Grab your passport. Our faculty-led short courses whisk students around the globe for intensive study of one topic, from suffrage in Britain to apartheid in South Africa. Research and creative scholarship is central to many travel-study courses. In Tanzania, where women endure high rates of infant and maternal mortality, students captured the stories of 120 mothers to share with health practitioners through a web-publishing platform.

Become a MUSE scholar. Students who pursue a Mentored Undergraduate Summer Experience spend eight weeks living on campus and conducting research with a faculty mentor. Among the fascinating questions explored by our MUSE scholars: Are employees with strong work identities more adept at managing their on-the-job emotions? How did the 2009 financial crisis shape the nature of protest movements in Europe? Are psychological factors predictive of electoral outcomes?

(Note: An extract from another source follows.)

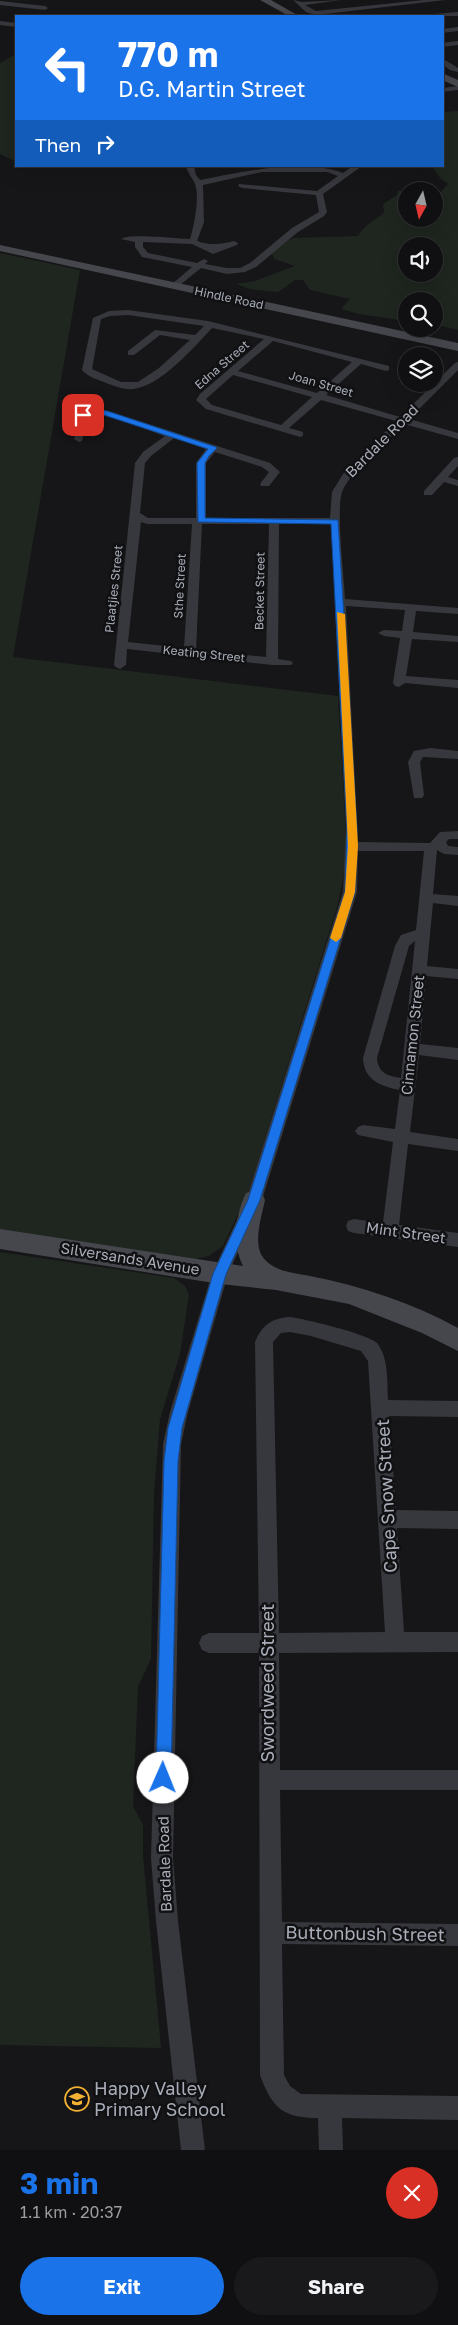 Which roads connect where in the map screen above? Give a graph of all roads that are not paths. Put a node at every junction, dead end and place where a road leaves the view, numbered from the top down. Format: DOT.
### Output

Your Research at Work in the World

The raison d’être of research is to advance knowledge and solve problems. Presenting to fellow scholars provides new insights to consider and new avenues of inquiry to pursue. Sharing with community partners can address an unmet need or suggest a fresh approach. Great ideas shouldn’t sit on a shelf. That’s why we connect our students with the right outlet for disseminating their work.

Publish your paper in an academic journal. Students authoring or co-authoring research papers often work with their faculty mentors to prepare and submit their work for publication. One of our psychology majors recently published her research in International Journal of Eating Disorders and went on to win a research fellowship from the National Science Foundation to support her graduate studies at Harvard.

Share your work in alternative media. Websites, film and video, podcasts and digital galleries, among other new media, give our students fresh ways to communicate. History majors recently designed walking tours of Trenton based on their own archival research, then created podcasts to share the tours with the public. A second major in journalism, visual arts, or interactive multimedia can help to prepare you for careers in media-based fields.

Present your ideas in public forums. Sharing research within the TCNJ community, at school and college-wide events, gives our students the confidence to look beyond campus. Members of the history and English honor societies, for example, have presented their work at annual conferences as far away as New Mexico. One of our political science majors recently presented her research on divided federalism at the highly selective Posters on the Hill symposium in Washington DC, discussing her insights with U.S. senators and representatives.

Apply your research in the world. Long-standing relationships with community partners allow our faculty to develop research projects that address real-world needs. A local police department reallocated their patrol resources with the help of a crime pattern analysis conducted by our criminology students. And the firm developing Trenton’s new master plan relied on field observations conducted by sociology students to understand how Trentonians use public spaces like parks, plazas, and breezeways.